Azilsartan as a preventive agent against cyclophosphamide-induced testicular injury in male rats.

Abstract

Cyclophosphamide (CP) is a popular cancer treatment; however, despite its efficacy, it is known to cause harm to the testicles. To mitigate the reproductive damage caused by CP in male rats, we examined the protective effect of azilsartan (AZ) on CP-induced testicular damage. Thirty Sprague-Dawley male rats were equally divided into three groups: normal control group: received 0.5% CMC suspension for 13 days; induction group: received a single dose of 200 mg/kg of CP on day 6 by intraperitoneal (IP) injection, azilsartan group: received azilsartan (4 mg/kg) orally for 5 days followed by a single dose of 200 mg/kg of (CP) on day 6 by IP injection, then azilsartan administered again for 7 days.
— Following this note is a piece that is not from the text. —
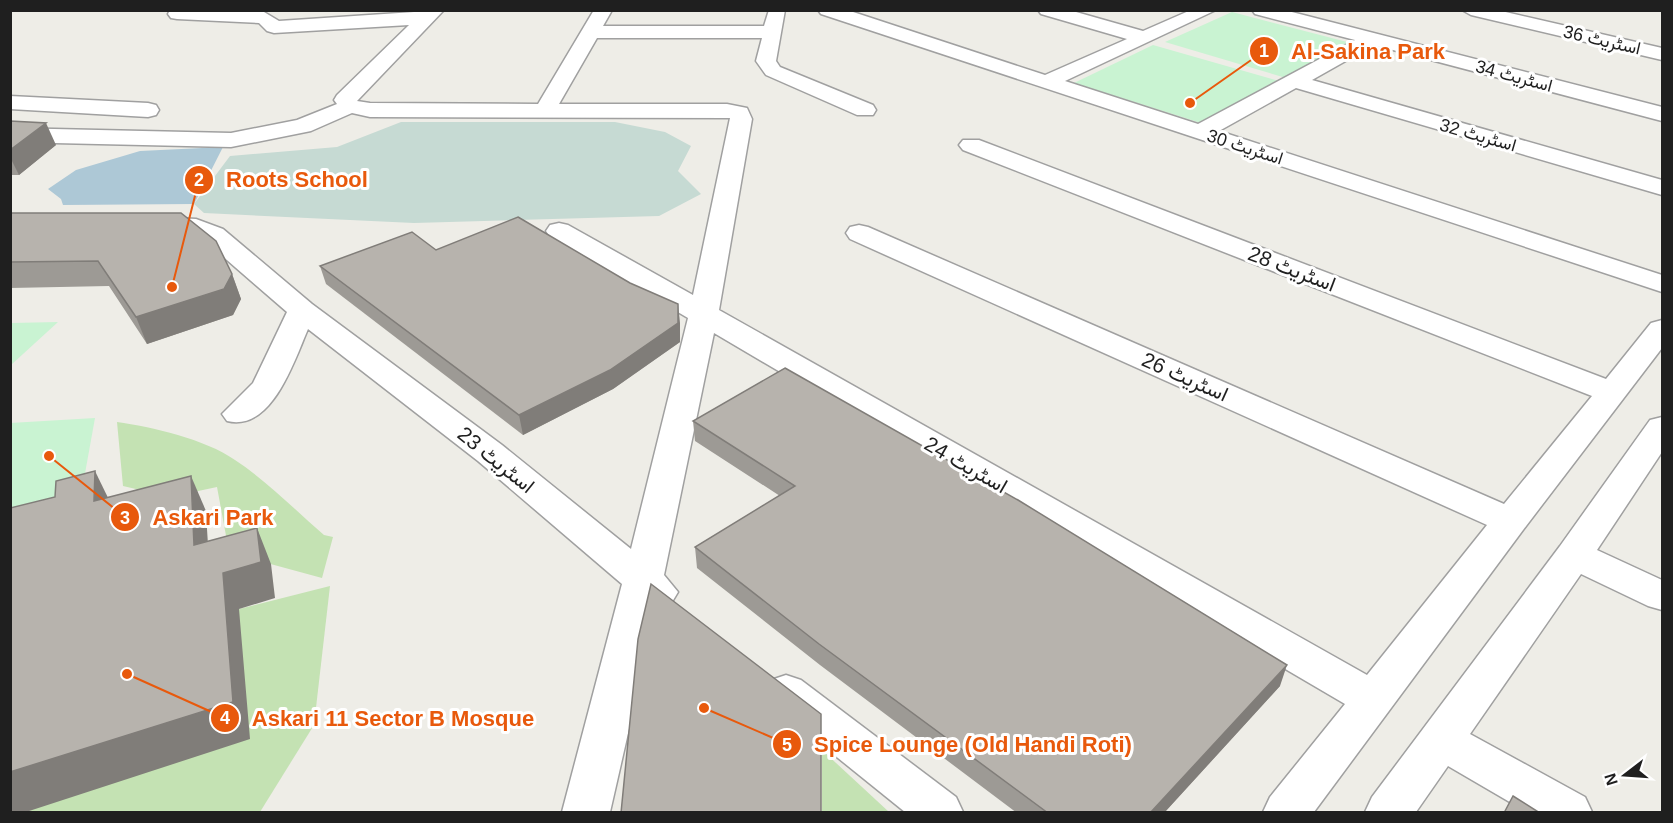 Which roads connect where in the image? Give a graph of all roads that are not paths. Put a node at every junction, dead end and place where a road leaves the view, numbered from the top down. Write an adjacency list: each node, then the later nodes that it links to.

Animals were sacrificed on day 14, and sperm characteristics, testosterone levels, and testicular histopathology were evaluated. Induction with CP caused a significant reduction in median value compared to normal control in sperm count (12.0 vs. 22.0 × 106/mm3), sperm motility (30 vs. 90%), abnormal sperm (30.32 vs. 14.43%), dead sperm count (32.43 vs. 10.49 × 106/mm3), DNA fragmentation (21.57 vs. 5.49%); meanwhile, azilsartan prevent these effects on median sperm count (17.0 × 106/mm3), sperm motility (70.0%), abnormal sperm (23.19%), dead sperm count (26.17 × 106/mm3), DNA fragmentation (13.81%), and improved plasmatic testosterone levels compared to the CP group and prevented histopathological alterations of the testes. Azilsartan's mitigation of CP's effects suggests it can prevent male rats' reproductive damage caused by CP. One possible explanation for AZ's protective effects is that it inhibits lipid peroxidation and has antioxidant properties.